Honda CB-F Concept debuts – 999 cc retro naked bike

With the world in the grip of Covid-19, Honda will be having the world premiere of the 2020 Honda CB-F Concept online. The lockdown on international air travel has compelled many vehicle makers to launch their products online and the bike, scheduled to be shown at the Tokyo Motor Show and Osaka Motorcycle Show this month, will now be shown on the Honda Virtual Motorcycle Show website from today.

The CB tag in Honda’s lineup dates back to the ’60s, with the initial range of small displacement single- and two-cylinder street machines culminating in the Honda CB750-4 from 1969 setting the mould for the modern superbike as we know it. For the CB-F Concept, Honda uses the same formula as the original CB750-4 – an inline, four-cylinder naked sports that pays homage to the CB900F of the early 1980s.

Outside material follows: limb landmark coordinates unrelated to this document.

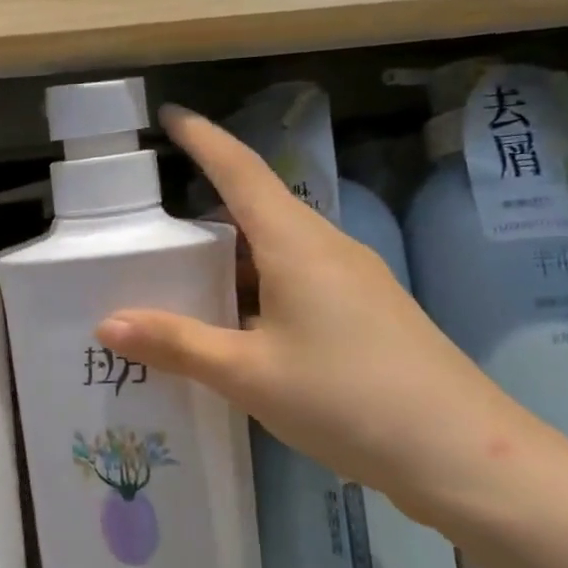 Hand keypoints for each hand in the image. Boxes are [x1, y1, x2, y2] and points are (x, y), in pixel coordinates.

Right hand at [96, 107, 537, 524]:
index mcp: (297, 244)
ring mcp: (352, 281)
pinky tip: (233, 328)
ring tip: (179, 283)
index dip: (203, 139)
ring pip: (276, 252)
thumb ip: (177, 344)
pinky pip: (296, 283)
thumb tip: (108, 323)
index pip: (241, 171)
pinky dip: (254, 291)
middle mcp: (327, 248)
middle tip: (150, 232)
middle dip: (204, 211)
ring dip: (229, 259)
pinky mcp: (365, 314)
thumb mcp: (247, 372)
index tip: (169, 116)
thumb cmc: (345, 397)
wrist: (459, 452)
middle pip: (257, 210) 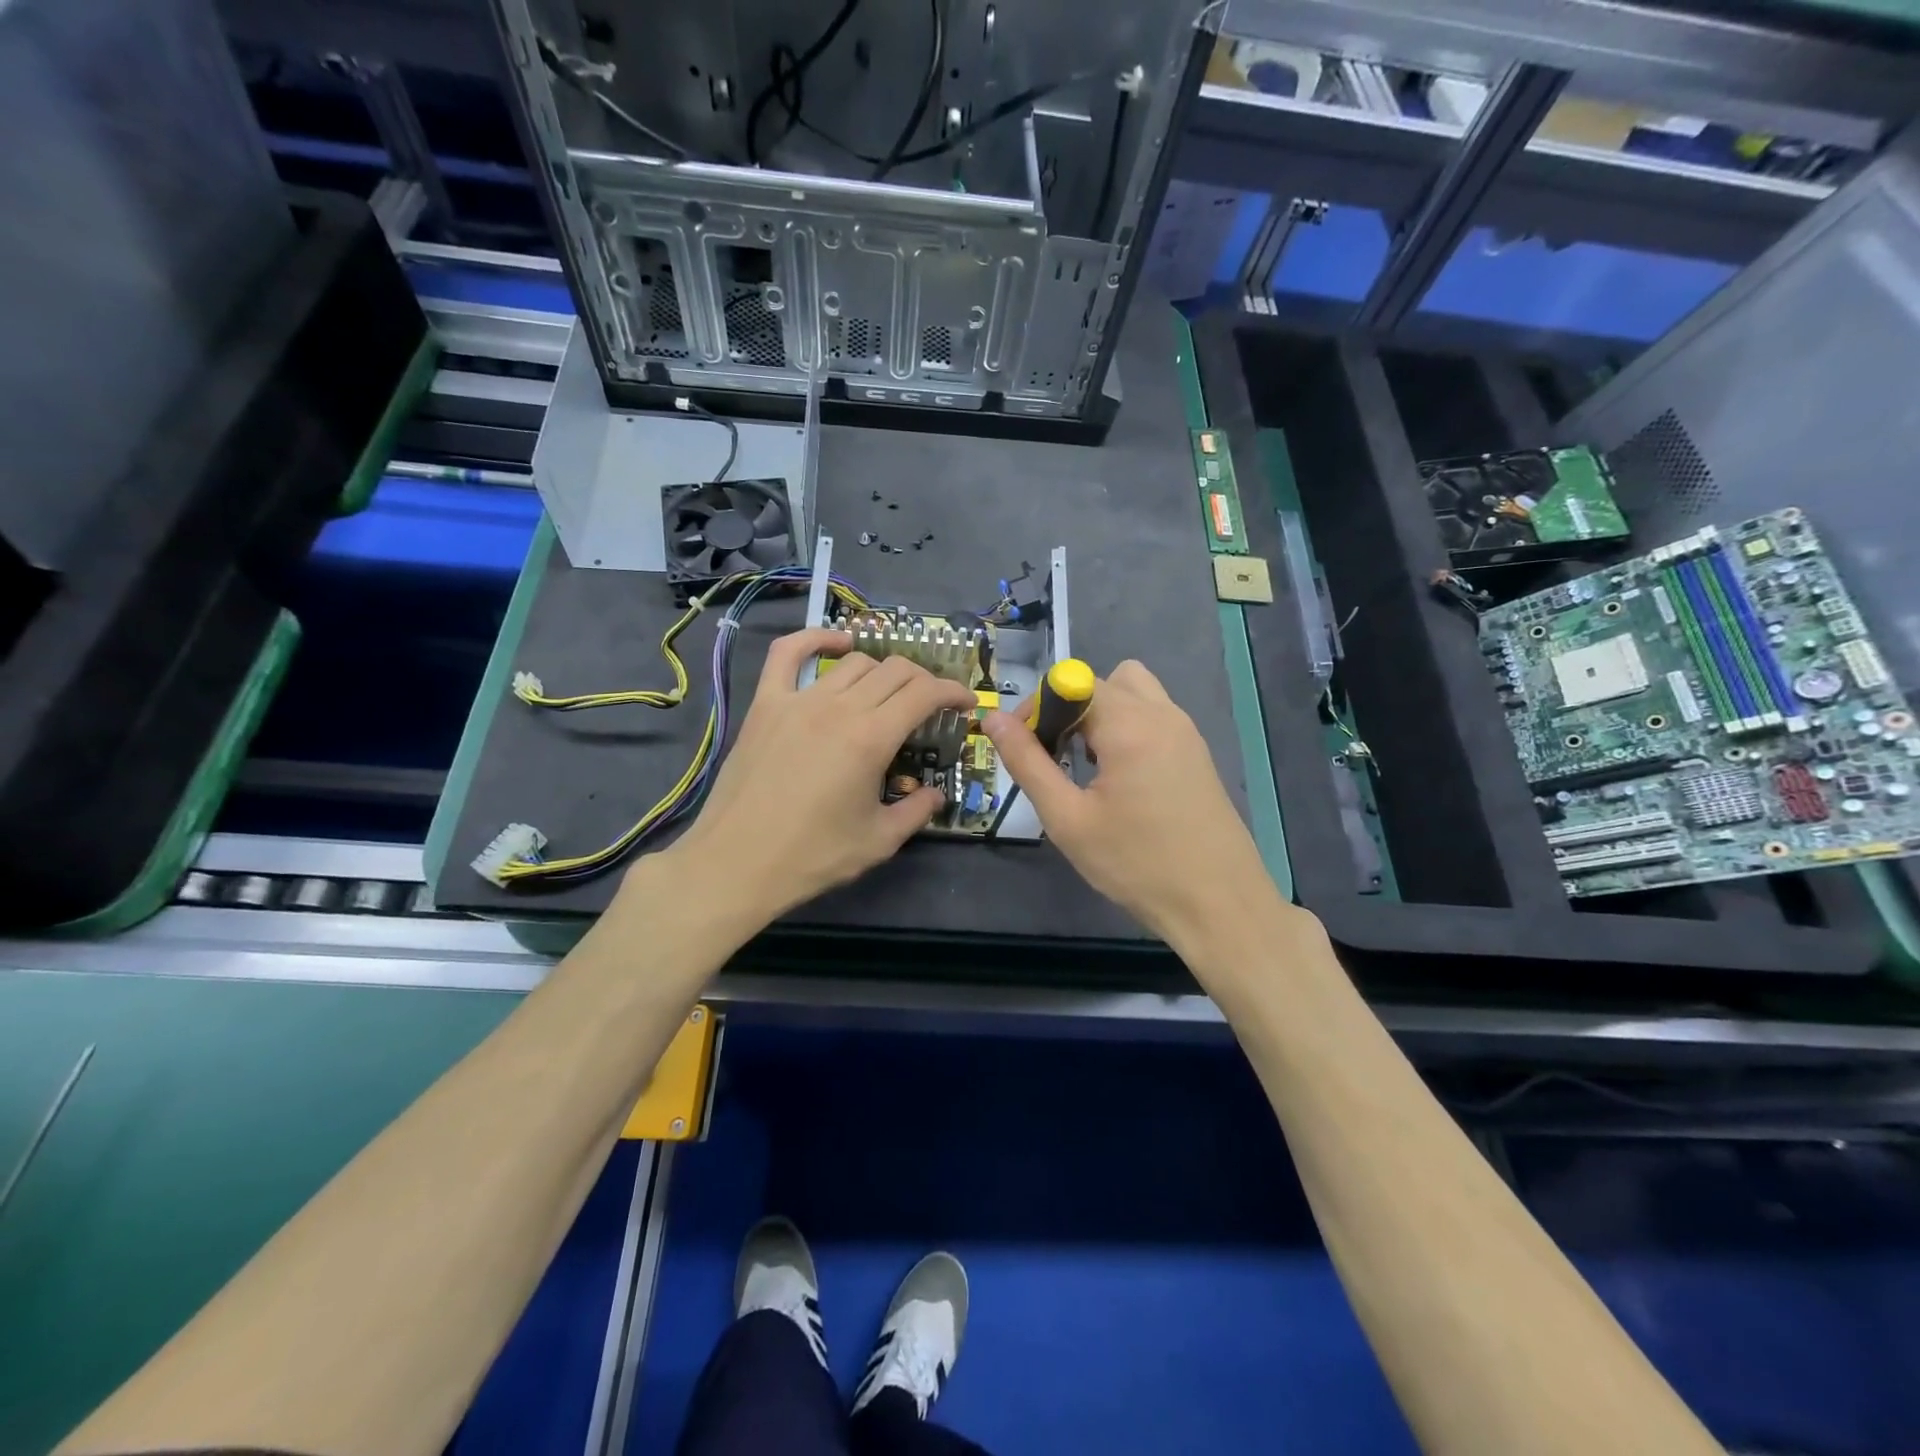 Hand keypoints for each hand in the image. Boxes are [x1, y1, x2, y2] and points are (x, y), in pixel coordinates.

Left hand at [657, 627, 975, 927]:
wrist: (736, 863)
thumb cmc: (812, 856)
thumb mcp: (879, 842)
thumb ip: (917, 812)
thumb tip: (935, 795)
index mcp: (871, 738)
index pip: (925, 693)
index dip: (953, 692)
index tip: (965, 704)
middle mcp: (839, 708)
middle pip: (895, 671)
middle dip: (924, 681)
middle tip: (931, 706)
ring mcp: (798, 700)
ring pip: (854, 663)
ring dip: (882, 672)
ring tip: (888, 694)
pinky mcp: (766, 704)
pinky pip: (788, 653)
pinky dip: (815, 639)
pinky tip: (836, 644)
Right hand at [983, 660, 1286, 951]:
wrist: (1219, 905)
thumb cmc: (1137, 864)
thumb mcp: (1068, 819)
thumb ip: (1027, 763)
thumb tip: (993, 719)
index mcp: (1130, 725)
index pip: (1072, 682)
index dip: (1039, 707)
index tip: (1023, 747)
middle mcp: (1163, 714)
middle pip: (1104, 681)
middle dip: (1069, 707)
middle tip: (1052, 757)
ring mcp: (1186, 732)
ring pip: (1134, 692)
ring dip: (1102, 713)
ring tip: (1086, 765)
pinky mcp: (1197, 753)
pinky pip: (1154, 716)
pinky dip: (1127, 728)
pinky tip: (1119, 780)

The 998 cc, liquid-cooled, DOHC mill is taken from the Honda CB1000R and while no figures were published for the CB-F Concept, the CB1000R is rated at 143 hp at 7,500 rpm and 104 Nm of torque at 8,250 rpm. Mated to a six-speed gearbox, the distinctive thing about the CB-F Concept is the single-sided Pro-Arm swingarm, made famous from Honda Racing Corporation’s RC-series race machine and then on the VF-series road bikes.

Honda CB-F Concept debuts – 999 cc retro naked bike

Decked out in a matte silver with very ’80s looking blue stripes, the CB-F Concept does follow the lines of the original CB900F, along with the CB1100F and CB750F four-cylinder engine variants. Suspension, one of the original CB900F’s shortcomings, has been updated with upside-down forks and braking improved with radial-mounted four-piston brake callipers.

Honda’s Pro-Link rising rate rear suspension linkage is likely to be installed in the rear end and what looks to be a preload adjustable monoshock. Since the CB-F is still a concept design, things will likely change and following Honda’s trend of bringing retro machines from its catalogue back on the road, like the CB1100RS and the Neo Sports Cafe which became the CB1000R, we hope the transition from show bike to road bike does not take too long.